- _Your instructions_:
A complete answer lists every line of the material where the string "Carmel" occurs.

[Opening Information given section]

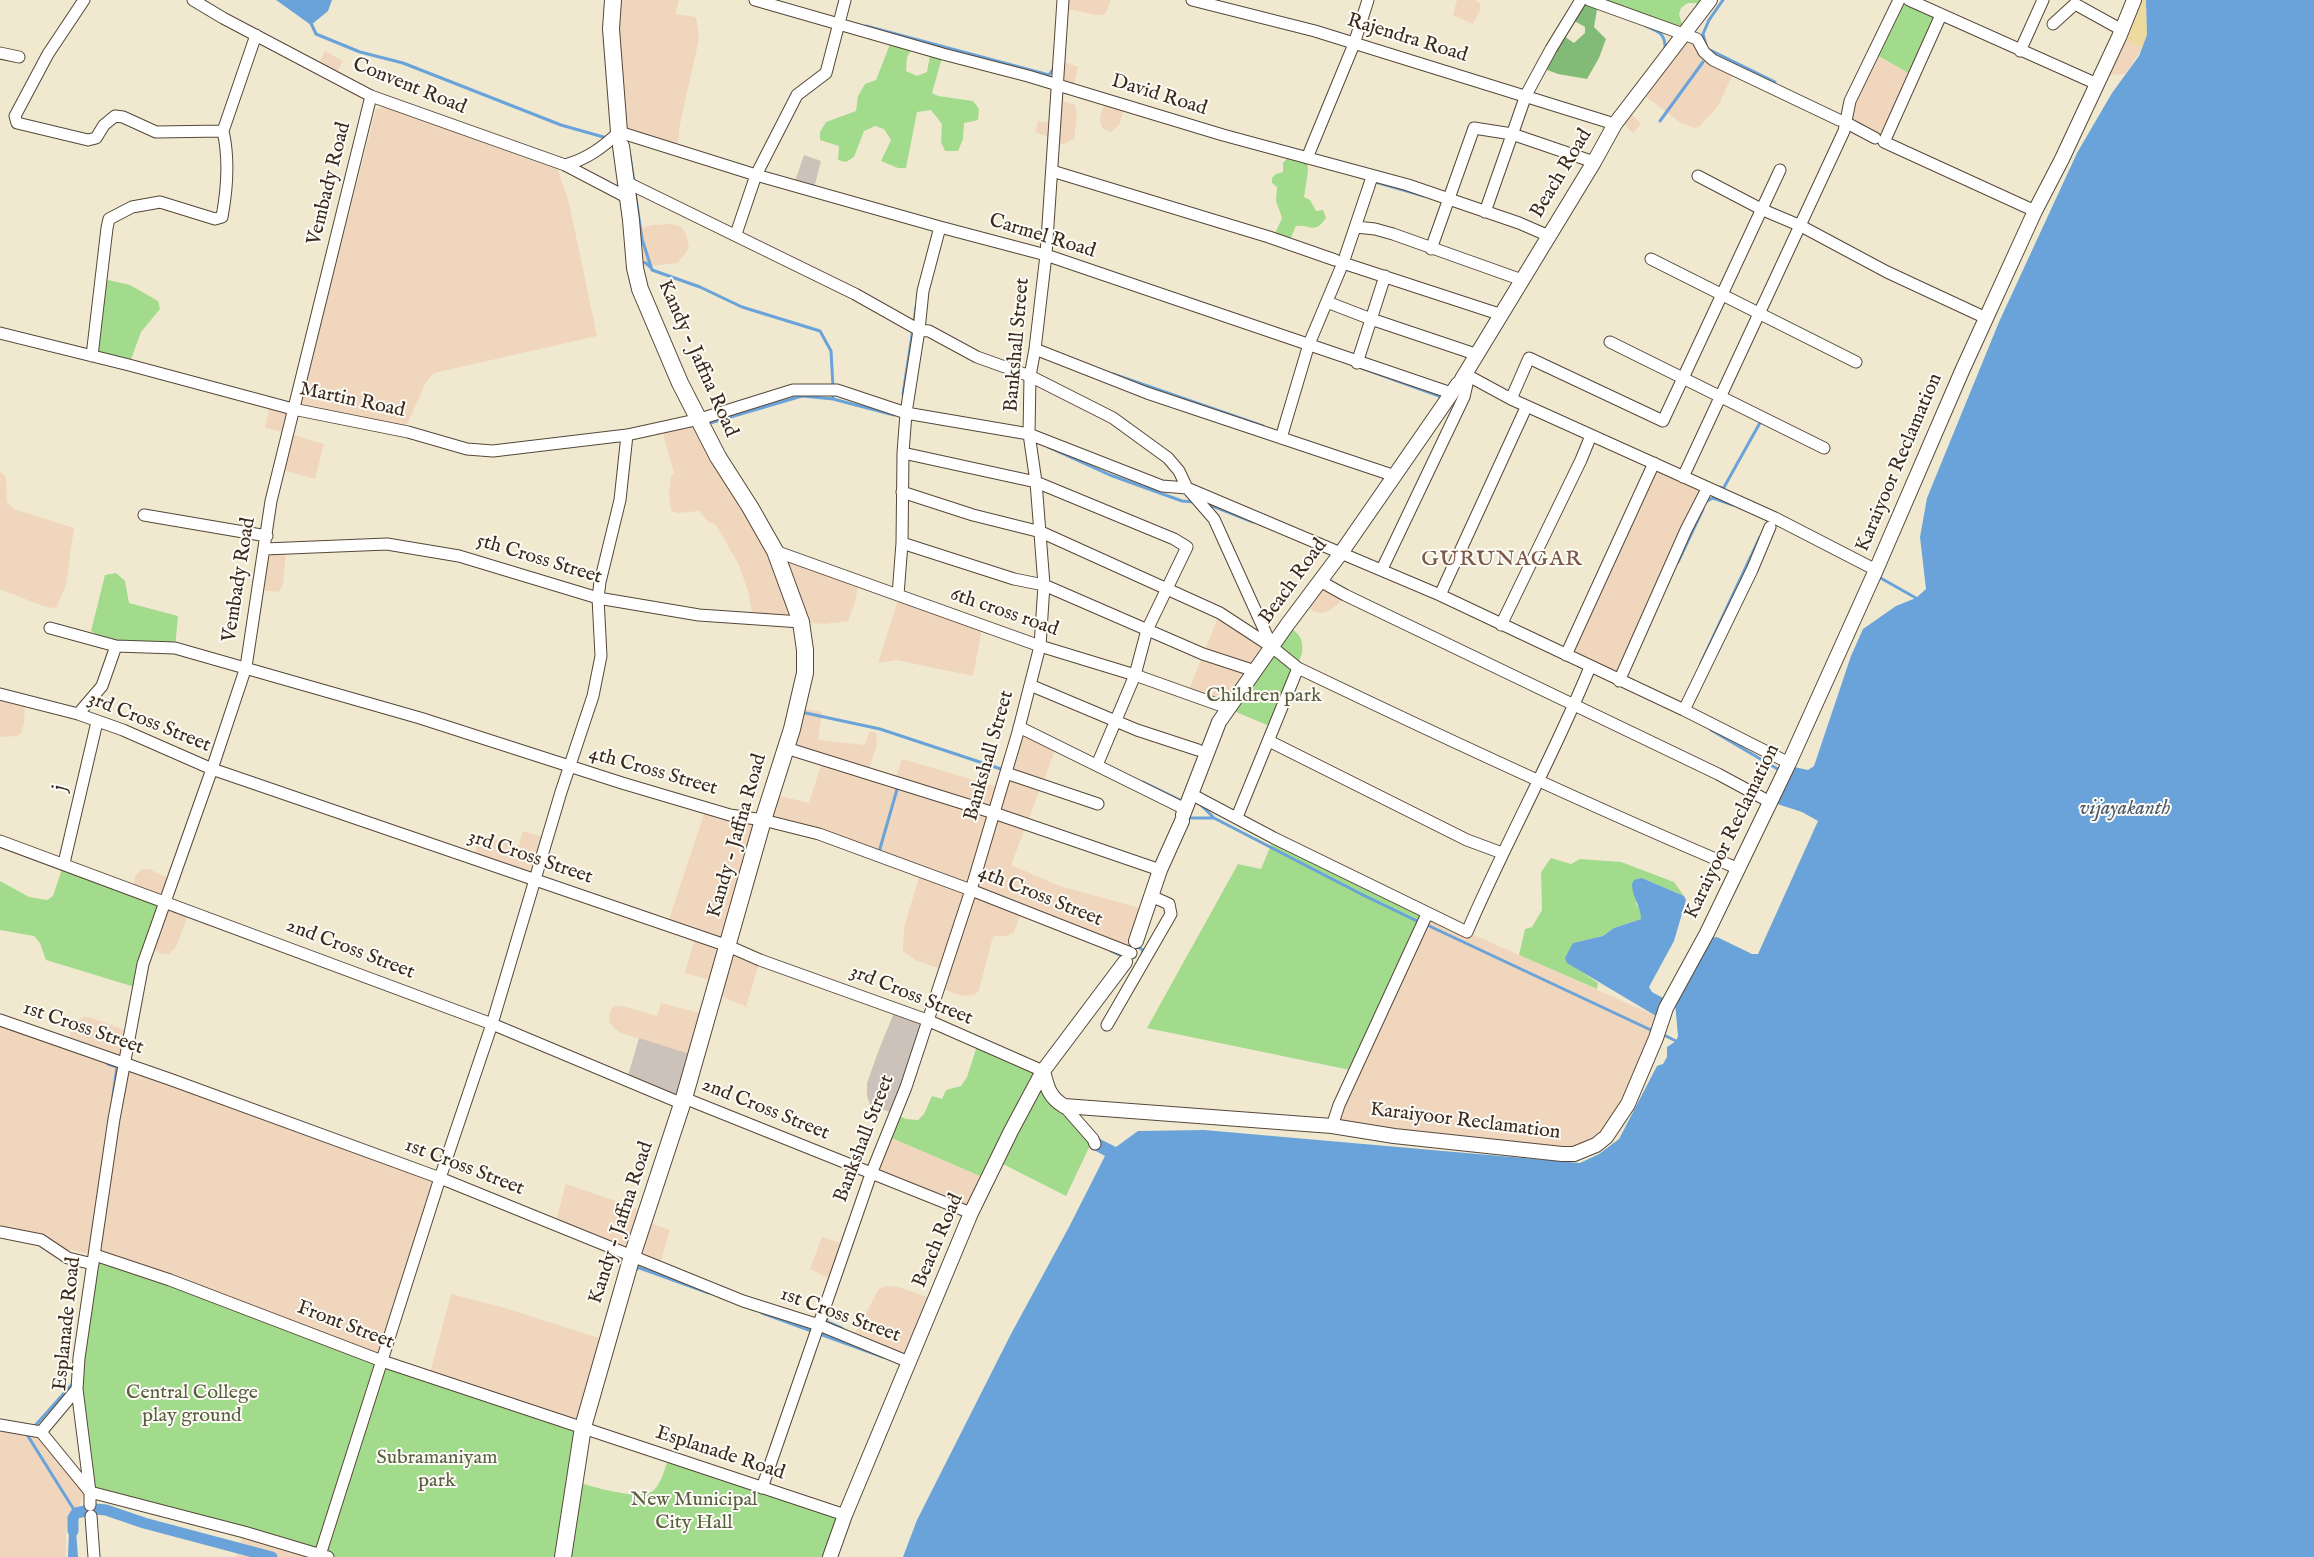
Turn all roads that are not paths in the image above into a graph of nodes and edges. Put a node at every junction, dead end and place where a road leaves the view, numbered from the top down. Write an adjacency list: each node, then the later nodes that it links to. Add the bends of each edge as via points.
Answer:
1 (84, 0): 32 (street, via 48,54 15,116 16,123 88,140 96,138 115,116 156,132)
2 (193, 0): 21 (street, Convent Road)
3 (613, 0): 35 (highway, Kandy - Jaffna Road, via 611,29)
4 (756, 0): 18 (street, David Road)
5 (845, 0): 18 (street)
6 (1063, 0): 27 (street, Bankshall Street)
7 (1192, 0): 22 (street, Rajendra Road)
8 (1368, 0): 22 (street)
9 (1582, 0): 28 (street)
10 (1589, 0): 20 (street)
11 (1710, 0): 20 (main road, Beach Road)
12 (1899, 0): 30 (street)
13 (1909, 0): 16 (street)
14 (2043, 0): 23 (street)
15 (2134, 0): 19 (main road, Karaiyoor Reclamation)
16 (1935, 8): 23 (street); 47 (street, via 1884,142)
17 (2053, 24): 19 (street, via 2075,4)
18 (839, 25): 27 (street, David Road); 41 (street, via 826,74 797,95)
19 (2122, 30): 26 (main road, Karaiyoor Reclamation)
20 (1685, 34): 30 (street, via 1697,40 1712,60); 53 (main road, Beach Road, via 1615,124)
21 (256, 35): 29 (street, Convent Road); 32 (street)
22 (1354, 44): 28 (street, Rajendra Road); 36 (street)
23 (2020, 51): 26 (street)
24 (0, 54): 25 (street)
25 (19, 57)
26 (2097, 84): 47 (main road, Karaiyoor Reclamation)
27 (1058, 85): 36 (street, David Road); 40 (street, Bankshall Street)
28 (1526, 95): 31 (street, Rajendra Road); 33 (street)
29 (371, 96): 38 (street, Convent Road); 80 (street, Vembady Road)
30 (1843, 121): 34 (street); 49 (street, via 1844,131)
31 (1608, 122)
32 (223, 131): 72 (street, via 226,160 222,217 215,219 160,202 132,207 110,219)
33 (1512, 134): 37 (street); 45 (street, via 1474,128); 48 (street)
34 (1875, 138)
35 (620, 139): 38 (street, via 581,161); 41 (street, Carmel Road); 44 (highway, Kandy - Jaffna Road)
36 (1307, 158): 43 (street, David Road)
37 (1588, 160)
38 (564, 165): 44 (street, Convent Road)
39 (1780, 170): 46 (street)
40 (1052, 171): 55 (street, Bankshall Street); 57 (street, via 1269,237)
41 (756, 175): 51 (street, Carmel Road); 52 (street)
42 (1698, 176): 46 (street)
43 (1372, 177): 45 (street, David Road); 50 (street)
44 (627, 190): 52 (street, Convent Road); 83 (highway, Kandy - Jaffna Road, via 640,289 680,382)
45 (1448, 200): 48 (street, David Road); 54 (street)
46 (1763, 210): 49 (street); 60 (street)
47 (2035, 211): 64 (main road, Karaiyoor Reclamation)
48 (1485, 212): 53 (street, David Road)
49 (1801, 226): 62 (street); 64 (street, via 1887,272)
50 (1356, 227): 54 (street, via 1393,234); 57 (street)
51 (940, 228): 55 (street, Carmel Road); 66 (street, via 923,291)
52 (736, 234): 66 (street, Convent Road)
53 (1549, 236): 59 (main road, Beach Road)
54 (1431, 248): 59 (street)
55 (1046, 255): 69 (street, Carmel Road); 70 (street, Bankshall Street)
56 (1651, 259): 60 (street)
57 (1339, 262): 58 (street); 61 (street)
58 (1385, 276): 63 (street); 65 (street)
59 (1522, 280): 63 (main road, Beach Road)
60 (1721, 294): 62 (street); 76 (street)
61 (1327, 302): 65 (street); 69 (street)
62 (1760, 313): 73 (street); 78 (street)
63 (1502, 315): 71 (main road, Beach Road)
64 (1986, 318): 106 (main road, Karaiyoor Reclamation)
65 (1371, 319): 71 (street); 74 (street)
66 (919, 330): 75 (street, Convent Road, via 930,331 978,357); 82 (street)
67 (0, 333): 72 (street, Martin Road)
68 (1610, 342): 76 (street)
69 (1308, 344): 74 (street, Carmel Road); 86 (street)
70 (1035, 349): 75 (street, Bankshall Street); 86 (street, via 1147,393)
71 (1478, 354): 77 (main road, Beach Road)
72 (92, 356): 80 (street, Martin Road)
73 (1856, 362)
74 (1357, 363): 77 (street, Carmel Road)
75 (1030, 376): 84 (street, Bankshall Street); 94 (street, Convent Road, via 1113,418 1168,458)
76 (1684, 378): 78 (street); 79 (street, via 1664,421 1529,358)
77 (1459, 382): 79 (street, Carmel Road); 91 (main road, Beach Road); 105 (street, via 1468,384 1464,397)
78 (1721, 396): 88 (street); 92 (street)
79 (1511, 399): 90 (street, Carmel Road)
80 (293, 409): 85 (street, Martin Road, via 408,432 467,449 493,451); 100 (street, Vembady Road, via 271,501)
81 (1524, 412): 111 (street)
82 (906, 413): 83 (street, Martin Road, via 837,390 793,390); 84 (street, Martin Road); 89 (street)
83 (700, 419): 85 (street, Martin Road); 103 (highway, Kandy - Jaffna Road, via 718,457)
84 (1029, 434): 93 (street, Bankshall Street); 94 (street, Martin Road, via 1154,483)
85 (627, 435): 112 (street, via 620,500 603,563)
86 (1281, 438): 91 (street)
87 (1590, 438): 114 (street)
88 (1824, 448)
89 (903, 453): 93 (street); 96 (street)
90 (1654, 463): 92 (street, Carmel Road); 120 (street)
91 (1394, 476): 104 (main road, Beach Road)
92 (1683, 477): 95 (street, Carmel Road)
93 (1036, 482): 99 (street, Bankshall Street); 109 (street, via 1187,547)
94 (1187, 488): 104 (street, Martin Road); 119 (street, Convent Road, via 1214,519)
95 (1707, 489): 106 (street, Carmel Road, via 1775,518); 126 (street)
96 (902, 492): 99 (street); 101 (street)
97 (144, 515): 100 (street)
98 (1770, 527): 131 (street)
99 (1040, 532): 108 (street, Bankshall Street); 109 (street)
100 (267, 536): 102 (street, Vembady Road)
101 (902, 543): 108 (street); 110 (street)
102 (265, 549): 112 (street, 5th Cross Street, via 387,544 459,556); 121 (street, Vembady Road)
103 (775, 551): 110 (street, 6th cross road); 113 (highway, Kandy - Jaffna Road)
104 (1341, 553): 105 (street, Martin Road); 107 (main road, Beach Road)
105 (1382, 569): 111 (street, Martin Road)
106 (1876, 570): 139 (main road, Karaiyoor Reclamation)
107 (1320, 581): 119 (main road, Beach Road); 129 (street)
108 (1044, 586): 116 (street); 118 (street, Bankshall Street)
109 (1166, 589): 116 (street); 119 (street, via 1220,613)
110 (898, 595): 118 (street, 6th cross road)
111 (1440, 595): 114 (street, Martin Road)
112 (598, 598): 113 (street, 5th Cross Street, via 699,615); 141 (street, via 601,649 598,678)
113 (801, 622): 137 (highway, Kandy - Jaffna Road, via 804,673)
114 (1501, 625): 120 (street, Martin Road)
115 (50, 628): 117 (street, 4th Cross Street)
116 (1147, 630): 124 (street, via 1202,654); 125 (street)
117 (116, 646): 121 (street, 4th Cross Street, via 175,648); 132 (street, via 102,686)
118 (1040, 646): 125 (street, 6th cross road); 127 (street, Bankshall Street)
119 (1272, 646): 123 (street); 124 (main road, Beach Road)
120 (1566, 656): 122 (street, Martin Road)
121 (246, 667): 141 (street, 4th Cross Street, via 420,718); 142 (street, Vembady Road)
122 (1590, 667): 126 (street, Martin Road); 129 (street)
123 (1298, 668): 136 (street); 144 (street)
124 (1255, 671): 138 (main road, Beach Road)
125 (1135, 675): 130 (street, 6th cross road); 134 (street)
126 (1619, 681): 131 (street, Martin Road)
127 (1030, 685): 134 (street); 135 (street, Bankshall Street)
128 (0, 694): 132 (street, 3rd Cross Street)
129 (1574, 705): 144 (street); 146 (street)
130 (1222, 706)
131 (1684, 710): 139 (street, Martin Road)
132 (78, 714): 133 (street, 3rd Cross Street)
133 (97, 722): 142 (street, 3rd Cross Street); 154 (street, j)
134 (1116, 722): 138 (street); 140 (street)
135 (1019, 727): 140 (street); 143 (street, Bankshall Street)
136 (1269, 742): 150 (street); 153 (street, via 1467,840)
137 (786, 748): 148 (street); 151 (highway, Kandy - Jaffna Road)
138 (1202, 752): 145 (main road, Beach Road)
139 (1789, 763): 146 (main road, Karaiyoor Reclamation)
140 (1097, 765): 149 (street)
141 (569, 767): 151 (street, 4th Cross Street, via 730,815); 157 (street)
142 (212, 769): 157 (street, 3rd Cross Street); 160 (street, Vembady Road)
143 (1006, 773): 147 (street); 148 (street, Bankshall Street)
144 (1538, 780): 153 (street); 155 (street)
145 (1191, 794): 149 (main road, Beach Road); 150 (street)
146 (1770, 802): 155 (main road, Karaiyoor Reclamation)
147 (1098, 804)
148 (994, 813): 156 (street); 158 (street, Bankshall Street)
149 (1184, 815): 156 (main road, Beach Road)
150 (1236, 816): 161 (street)
151 (763, 820): 158 (street, 4th Cross Street, via 819,834); 162 (highway, Kandy - Jaffna Road)
152 (0, 841): 154 (street, 2nd Cross Street)
153 (1502, 853): 161 (street, via 1467,932)
154 (64, 863): 160 (street, 2nd Cross Street)
155 (1739, 869): 172 (main road, Karaiyoor Reclamation, via 1666,1008 1628,1104 1606,1137 1585,1151 1574,1154 1542,1152)
156 (1160, 870): 159 (main road, Beach Road)
157 (534, 879): 162 (street, 3rd Cross Street); 166 (street)
158 (972, 890): 163 (street, 4th Cross Street); 165 (street, Bankshall Street)
159 (1151, 896): 163 (main road, Beach Road); 167 (street, via 1169,904 1171,914)
160 (165, 901): 166 (street, 2nd Cross Street); 168 (street, Vembady Road, via 143,964)
161 (1427, 914): 172 (street)
162 (728, 946): 165 (street, 3rd Cross Street); 170 (highway, Kandy - Jaffna Road)
163 (1131, 950): 169 (main road, Beach Road)
164 (0, 1020): 168 (street, 1st Cross Street)
165 (927, 1020): 169 (street, 3rd Cross Street); 174 (street, Bankshall Street)
166 (492, 1024): 170 (street, 2nd Cross Street); 175 (street)
167 (1107, 1025)
168 (124, 1063): 175 (street, 1st Cross Street); 179 (street, Esplanade Road)
169 (1043, 1071): 171 (main road, via 1048,1091); 176 (main road, Beach Road)
170 (683, 1101): 174 (street, 2nd Cross Street); 178 (highway, Kandy - Jaffna Road)
171 (1064, 1106): 172 (main road, Karaiyoor Reclamation); 173 (street)
172 (1332, 1126)
173 (1095, 1144)
174 (872, 1174): 176 (street, 2nd Cross Street); 180 (street, Bankshall Street)
175 (440, 1178): 178 (street, 1st Cross Street); 181 (street)
176 (971, 1213): 182 (main road, Beach Road)
177 (0, 1232): 179 (street, Front Street, via 41,1240 68,1258)
178 (632, 1256): 180 (street, 1st Cross Street, via 743,1301); 185 (highway, Kandy - Jaffna Road)
179 (94, 1260): 181 (street, Front Street, via 170,1280); 183 (street, Esplanade Road)
180 (819, 1325): 182 (street, 1st Cross Street); 187 (street, Bankshall Street)
181 (382, 1361): 185 (street, Front Street); 190 (street)
182 (909, 1362): 189 (main road, Beach Road)
183 (77, 1389): 186 (street); 188 (street, Esplanade Road)
184 (0, 1425): 186 (street)
185 (583, 1427): 187 (street, Esplanade Road); 192 (highway, Kandy - Jaffna Road)
186 (34, 1431): 188 (street)
187 (762, 1488): 189 (street, Esplanade Road)
188 (90, 1492): 190 (street); 191 (street, Esplanade Road)
189 (845, 1515): 193 (main road, Beach Road)
190 (324, 1556)
191 (94, 1557)
192 (564, 1557)
193 (830, 1557)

[Closing Information given section]

- _Answer to this exercise_:
35 (620, 139): 38 (street, via 581,161); 41 (street, Carmel Road); 44 (highway, Kandy - Jaffna Road)
41 (756, 175): 51 (street, Carmel Road); 52 (street)
51 (940, 228): 55 (street, Carmel Road); 66 (street, via 923,291)
55 (1046, 255): 69 (street, Carmel Road); 70 (street, Bankshall Street)
69 (1308, 344): 74 (street, Carmel Road); 86 (street)
74 (1357, 363): 77 (street, Carmel Road)
77 (1459, 382): 79 (street, Carmel Road); 91 (main road, Beach Road); 105 (street, via 1468,384 1464,397)
79 (1511, 399): 90 (street, Carmel Road)
90 (1654, 463): 92 (street, Carmel Road); 120 (street)
92 (1683, 477): 95 (street, Carmel Road)
95 (1707, 489): 106 (street, Carmel Road, via 1775,518); 126 (street)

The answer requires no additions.